[[ Input records open ]]

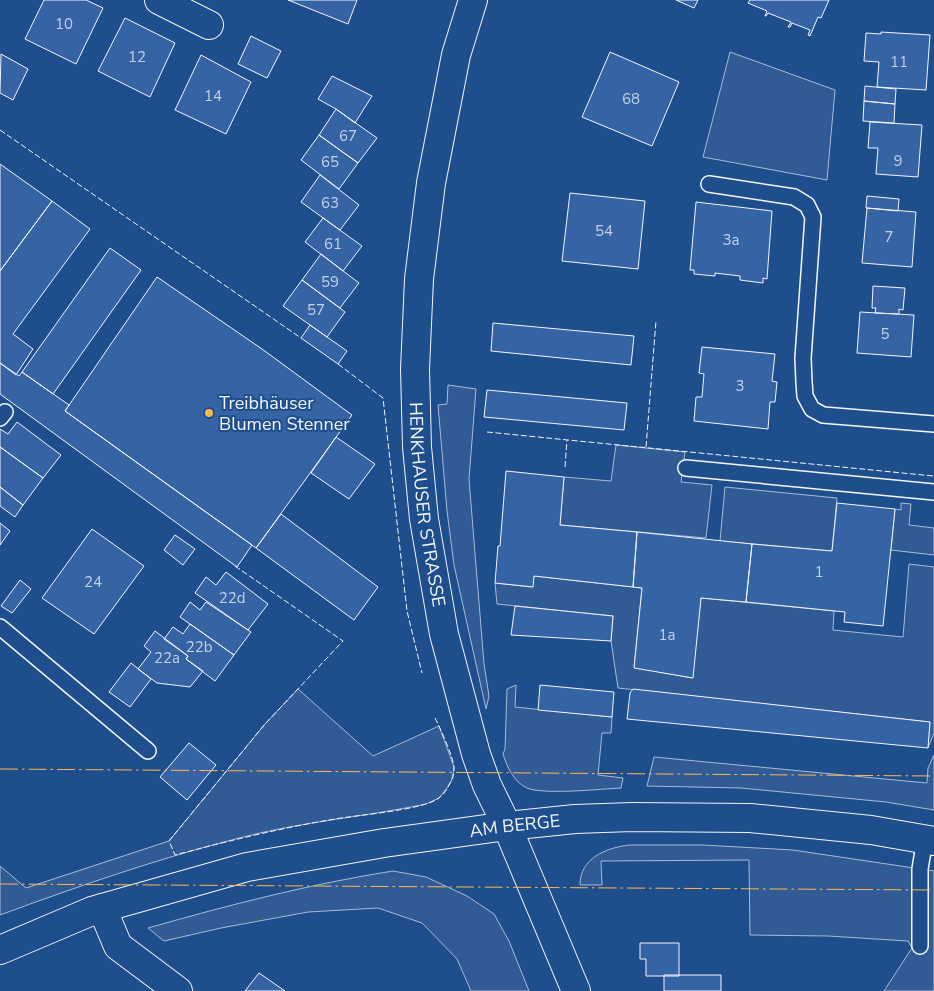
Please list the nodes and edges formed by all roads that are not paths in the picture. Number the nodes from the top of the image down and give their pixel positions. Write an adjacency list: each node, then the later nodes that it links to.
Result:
1 (159, 0): 3 (street)
2 (473, 0): 10 (street, HENKHAUSER STRASSE)
3 (209, 25)
4 (709, 184): 5 (lane)
5 (934, 424)
6 (686, 468): 7 (lane)
7 (934, 492)
8 (0, 627): 9 (lane)
9 (148, 751)
10 (507, 826): 11 (street, AM BERGE); 12 (street, AM BERGE); 16 (street, HENKHAUSER STRASSE)
11 (929, 840): 13 (lane)
12 (102, 908): 14 (street, AM BERGE); 15 (street)
13 (920, 946)
14 (0, 950)
15 (178, 991)
16 (576, 991)

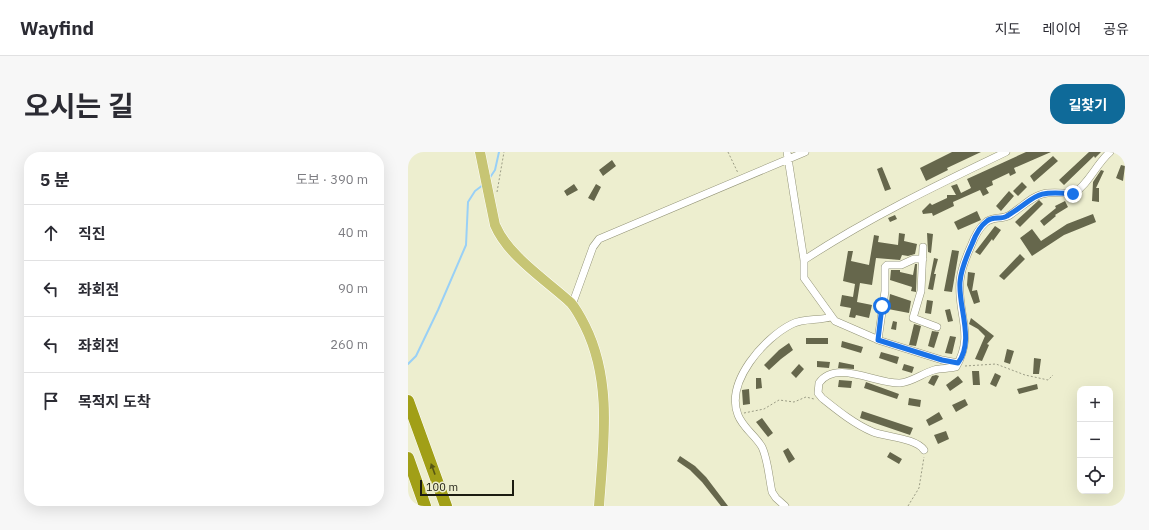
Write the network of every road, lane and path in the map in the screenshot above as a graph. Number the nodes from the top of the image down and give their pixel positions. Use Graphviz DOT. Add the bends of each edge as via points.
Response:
graph roads {
  1 [pos="480,152"];
  2 [pos="504,152"];
  3 [pos="728,152"];
  4 [pos="805,152"];
  5 [pos="1006,152"];
  6 [pos="1110,152"];
  7 [pos="788,155"];
  8 [pos="739,180"];
  9 [pos="492,204"];
  10 [pos="923,247"];
  11 [pos="923,259"];
  12 [pos="804,260"];
  13 [pos="572,304"];
  14 [pos="831,317"];
  15 [pos="937,327"];
  16 [pos="878,340"];
  17 [pos="958,363"];
  18 [pos="1053,375"];
  19 [pos="822,398"];
  20 [pos="408,401"];
  21 [pos="738,416"];
  22 [pos="924,450"];
  23 [pos="408,458"];
  24 [pos="426,506"];
  25 [pos="446,506"];
  26 [pos="599,506"];
  27 [pos="785,506"];
  28 [pos="908,506"];
  1 -- 9 [label="main road"];
  2 -- 9 [label="path"];
  3 -- 8 [label="path"];
  4 -- 7 [label="street"];
  5 -- 12 [label="street" via="907,200"];
  6 -- 17 [label="street" via="1073,194 1037,194 1004,218 989,219 982,226 967,254 961,275 965,341"];
  7 -- 8 [label="street"];
  7 -- 12 [label="street"];
  8 -- 13 [label="street" via="599,239 593,247"];
  9 -- 13 [label="main road" via="495,224 504,241"];
  10 -- 11 [label="street"];
  11 -- 15 [label="street" via="921,291 913,318"];
  11 -- 16 [label="street" via="885,267 886,290"];
  12 -- 14 [label="street" via="804,278"];
  13 -- 26 [label="main road" via="592,342 600,364 604,392"];
  14 -- 16 [label="street" via="843,326"];
  14 -- 21 [label="street" via="793,324 762,346 740,379 735,408"];
  16 -- 17 [label="street"];
  17 -- 18 [label="path" via="966,367 996,364 1048,380"];
  17 -- 19 [label="street" via="956,367 936,369 903,382 877,380 849,373 829,374 819,383 818,393"];
  19 -- 21 [label="path" via="806,397 794,402 779,400 764,409"];
  19 -- 22 [label="street" via="862,427 916,444"];
  25 -- 20 [label="highway, one-way"];
  21 -- 27 [label="street" via="762,447 772,492"];
  22 -- 28 [label="path" via="920,484"];
  23 -- 24 [label="highway"];
}
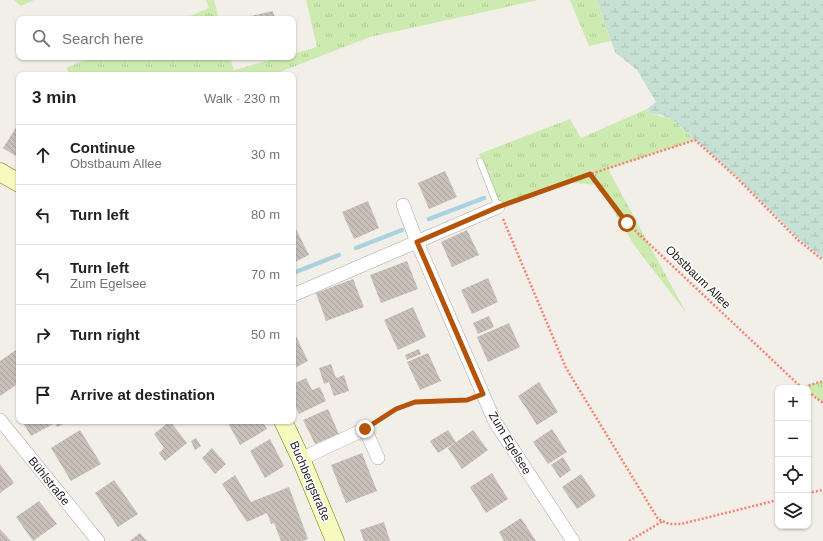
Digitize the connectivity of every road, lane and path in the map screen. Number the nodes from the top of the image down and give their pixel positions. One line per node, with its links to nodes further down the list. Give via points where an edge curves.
1 (480, 161): 4 (lane)
2 (590, 174): 4 (path); 6 (path, via 695,140 798,240); 9 (path, Obstbaum Allee, via 627,223)
3 (403, 205): 5 (street, Zum Egelsee)
4 (498, 207): 5 (street); 22 (path, via 566,368 658,519)
5 (417, 242): 7 (street); 11 (street, Zum Egelsee)
6 (823, 260)
7 (296, 294)
8 (823, 381): 10 (path)
9 (798, 385)
10 (810, 385)
11 (483, 394): 16 (path, via 467,400 415,402 396,409); 25 (street, Zum Egelsee, via 495,422)
12 (811, 394): 13 (path)
13 (823, 403)
14 (0, 420): 23 (street, Bühlstraße)
15 (284, 424): 18 (main road, Buchbergstraße)
16 (365, 429): 17 (street); 18 (street)
17 (378, 458)
18 (301, 459): 24 (main road, Buchbergstraße)
19 (823, 490): 20 (path)
20 (811, 492)
21 (775, 501): 22 (path, via 681,524 668,524)
22 (663, 521): 26 (path)
23 (98, 541)
24 (335, 541)
25 (573, 541)
26 (629, 541)

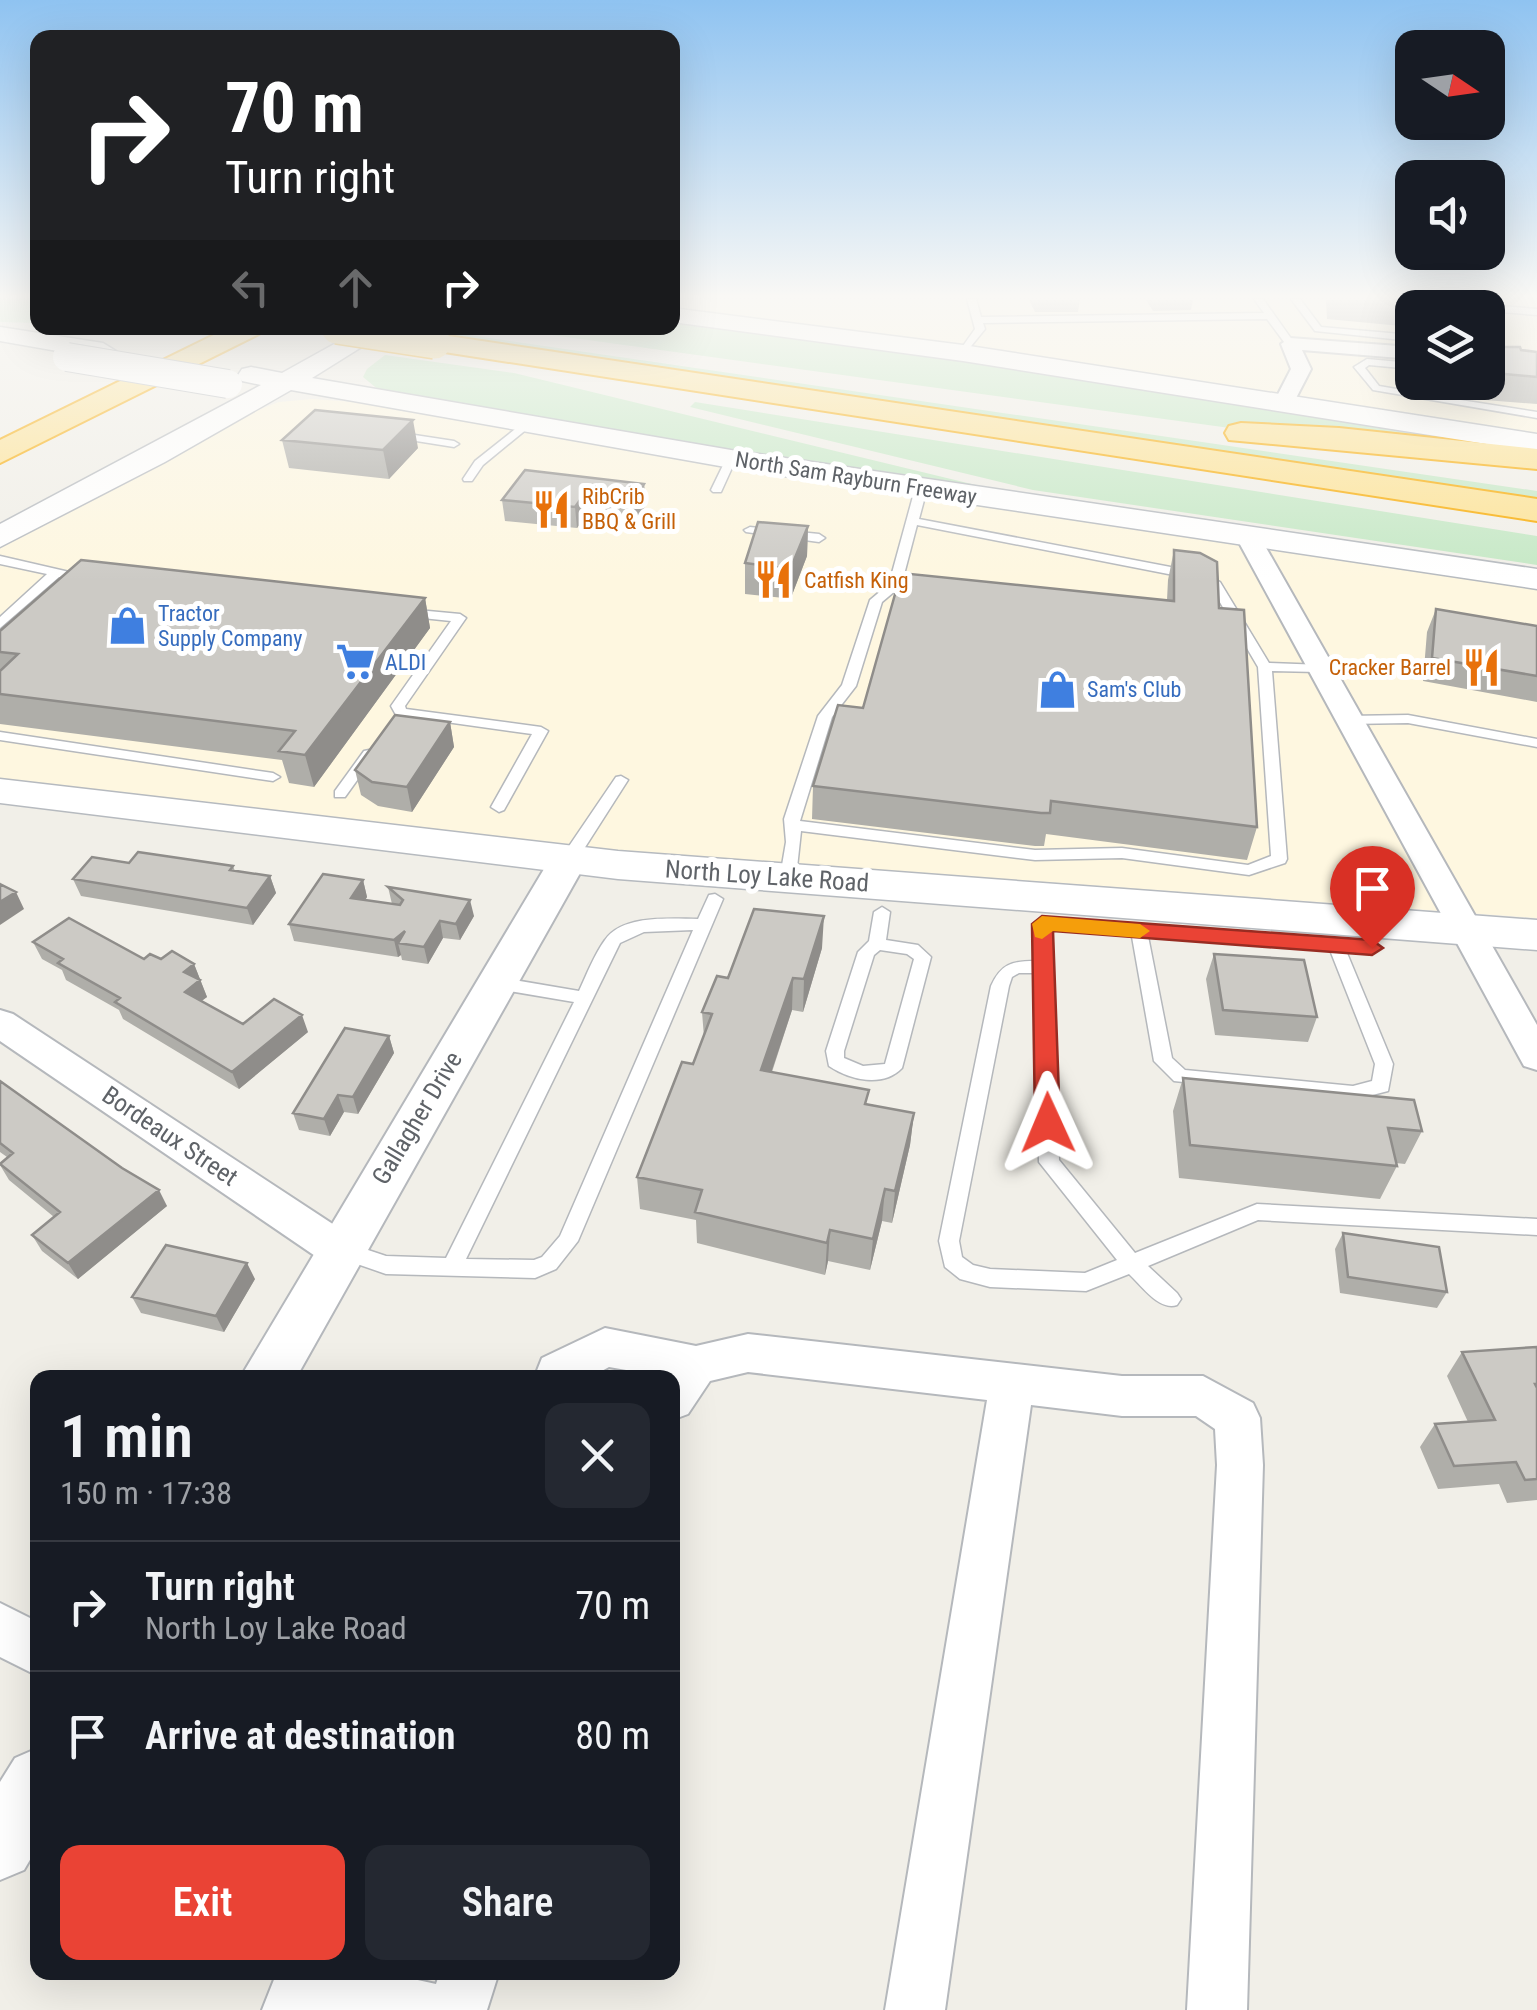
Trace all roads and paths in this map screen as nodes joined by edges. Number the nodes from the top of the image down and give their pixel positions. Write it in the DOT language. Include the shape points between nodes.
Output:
graph roads {
  1 [pos="81,393"];
  2 [pos="120,393"];
  3 [pos="232,393"];
  4 [pos="256,393"];
  5 [pos="356,393"];
  6 [pos="798,393"];
  7 [pos="825,393"];
  8 [pos="1224,393"];
  9 [pos="1289,393"];
  10 [pos="1443,400"];
  11 [pos="1449,401"];
  12 [pos="1284,402"];
  13 [pos="1537,416"];
  14 [pos="1023,422"];
  15 [pos="528,424"];
  16 [pos="0,432"];
  17 [pos="378,432"];
  18 [pos="454,444"];
  19 [pos="1537,444"];
  20 [pos="0,453"];
  21 [pos="1537,458"];
  22 [pos="730,459"];
  23 [pos="468,479"];
  24 [pos="921,489"];
  25 [pos="717,490"];
  26 [pos="1537,500"];
  27 [pos="1537,510"];
  28 [pos="912,521"];
  29 [pos="750,530"];
  30 [pos="0,537"];
  31 [pos="1248,537"];
  32 [pos="819,538"];
  33 [pos="0,560"];
  34 [pos="56,573"];
  35 [pos="1537,579"];
  36 [pos="100,581"];
  37 [pos="386,610"];
  38 [pos="0,624"];
  39 [pos="1265,667"];
  40 [pos="1318,668"];
  41 [pos="401,712"];
  42 [pos="1348,720"];
  43 [pos="390,726"];
  44 [pos="0,736"];
  45 [pos="380,740"];
  46 [pos="1537,743"];
  47 [pos="273,777"];
  48 [pos="621,780"];
  49 [pos="0,792"];
  50 [pos="340,794"];
  51 [pos="499,807"];
  52 [pos="0,818"];
  53 [pos="792,826"];
  54 [pos="562,871"];
  55 [pos="788,877"];
  56 [pos="709,912"];
  57 [pos="1042,924"];
  58 [pos="879,928"];
  59 [pos="1139,931"];
  60 [pos="1537,935"];
  61 [pos="1473,943"];
  62 [pos="1336,945"];
  63 [pos="1537,960"];
  64 [pos="1044,967"];
  65 [pos="497,983"];
  66 [pos="585,998"];
  67 [pos="0,1022"];
  68 [pos="1537,1057"];
  69 [pos="1537,1227"];
  70 [pos="339,1250"];
  71 [pos="1132,1264"];
  72 [pos="452,1267"];
  73 [pos="1170,1299"];
  74 [pos="272,1370"];
  75 [pos="562,1370"];
  76 [pos="657,1370"];
  77 [pos="684,1382"];
  78 [pos="1012,1384"];
  79 [pos="0,1628"];
  80 [pos="30,1646"];
  81 [pos="30,1794"];
  82 [pos="0,1846"];
  83 [pos="467,1980"];
  84 [pos="298,1996"];
  85 [pos="426,2010"];
  86 [pos="457,2010"];
  87 [pos="914,2010"];
  88 [pos="1217,2010"];
  1 -- 16 [label="highway"];
  2 -- 20 [label="highway"];
  3 -- 30 [label="main road"];
  4 -- 5 [label="main road"];
  5 -- 15 [label="main road, North Sam Rayburn Freeway"];
  6 -- 27 [label="highway"];
  7 -- 14 [label="highway"];
  8 -- 12 [label="main road"];
  9 -- 12 [label="street"];
  10 -- 11 [label="lane"];
  11 -- 13 [label="lane"];
  12 -- 19 [label="main road"];
  14 -- 21 [label="highway" via="1339,438"];
  14 -- 26 [label="highway"];
  15 -- 22 [label="main road, North Sam Rayburn Freeway"];
  15 -- 23 [label="lane" via="479,462"];
  17 -- 18 [label="lane"];
  22 -- 24 [label="main road, North Sam Rayburn Freeway"];
  22 -- 25 [label="lane"];
  24 -- 28 [label="lane"];
  24 -- 31 [label="main road, North Sam Rayburn Freeway"];
  28 -- 39 [label="lane" via="1198,576 1216,585"];
  28 -- 53 [label="lane" via="902,587 876,600 849,686 825,716"];
  29 -- 32 [label="lane"];
  31 -- 35 [label="main road, North Sam Rayburn Freeway"];
  31 -- 40 [label="street"];
  33 -- 34 [label="lane"];
  34 -- 36 [label="lane"];
  34 -- 38 [label="lane"];
  37 -- 41 [label="lane" via="460,618 398,706"];
  39 -- 40 [label="lane"];
  39 -- 53 [label="lane" via="1281,850 1267,866 1249,870 1122,853 1035,855"];
  40 -- 42 [label="street"];
  41 -- 43 [label="lane"];
  41 -- 51 [label="lane" via="541,731"];
  42 -- 46 [label="lane" via="1408,719"];
  42 -- 61 [label="street"];
  44 -- 47 [label="lane"];
  45 -- 50 [label="lane"];
  48 -- 54 [label="lane"];
  49 -- 54 [label="main road, North Loy Lake Road"];
  52 -- 54 [label="main road, North Loy Lake Road" via="291,857"];
  53 -- 55 [label="lane"];
  54 -- 55 [label="main road, North Loy Lake Road"];
  54 -- 56 [label="main road, North Loy Lake Road"];
  54 -- 65 [label="street, Gallagher Drive"];
  55 -- 61 [label="main road, North Loy Lake Road"];
  56 -- 58 [label="main road, North Loy Lake Road"];
  56 -- 66 [label="lane" via="624,931"];
  56 -- 72 [label="lane" via="568,1241 535,1269"];
  57 -- 58 [label="main road, North Loy Lake Road"];
  57 -- 59 [label="main road, North Loy Lake Road"];
  57 -- 64 [label="lane"];
  58 -- 58 [label="lane" via="923,957 897,1060 874,1074 844,1068 835,1051"];
  59 -- 62 [label="main road, North Loy Lake Road"];
  59 -- 62 [label="lane" via="1163,1060 1180,1076 1353,1093 1382,1086 1384,1064"];
  60 -- 61 [label="main road, North Loy Lake Road"];
  61 -- 62 [label="main road, North Loy Lake Road"];
  61 -- 63 [label="main road, North Loy Lake Road"];
  61 -- 68 [label="street"];
  64 -- 71 [label="lane" via="1048,1162"];
  64 -- 71 [label="lane" via="1016,967 1000,986 948,1241 952,1261 990,1278 1086,1282"];
  65 -- 66 [label="lane"];
  65 -- 70 [label="street, Gallagher Drive"];
  66 -- 72 [label="lane"];
  67 -- 70 [label="street, Bordeaux Street"];
  69 -- 71 [label="lane" via="1257,1212"];
  70 -- 72 [label="lane" via="386,1265"];
  70 -- 74 [label="street, Gallagher Drive"];
  71 -- 73 [label="lane"];
  75 -- 76 [label="street" via="605,1347"];
  77 -- 78 [label="street" via="748,1353"];
  78 -- 87 [label="street"];
  78 -- 88 [label="street" via="1122,1396 1203,1396 1236,1418 1240,1466"];
  79 -- 80 [label="street"];
  81 -- 82 [label="street"];
  83 -- 86 [label="street"];
  84 -- 85 [label="street"];
}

[[ Input records closed ]]

Pictures stay out. Print the lines of the records above exactly, from the first through the one with "Write the network".

Please list the nodes and edges formed by all roads that are not paths in the picture. Number the nodes from the top of the image down and give their pixel positions. Write an adjacency list: each node, then the later nodes that it links to.
Result:
1 (159, 0): 3 (street)
2 (473, 0): 10 (street, HENKHAUSER STRASSE)
3 (209, 25)
4 (709, 184): 5 (lane)
5 (934, 424)
6 (686, 468): 7 (lane)
7 (934, 492)
8 (0, 627): 9 (lane)
9 (148, 751)
10 (507, 826): 11 (street, AM BERGE); 12 (street, AM BERGE); 16 (street, HENKHAUSER STRASSE)
11 (929, 840): 13 (lane)
12 (102, 908): 14 (street, AM BERGE); 15 (street)
13 (920, 946)
14 (0, 950)
15 (178, 991)
16 (576, 991)

Write the network of every road, lane and path in the map in the screenshot above as a graph. Number the nodes from the top of the image down and give their pixel positions. Use Graphviz DOT. Add the bends of each edge as via points.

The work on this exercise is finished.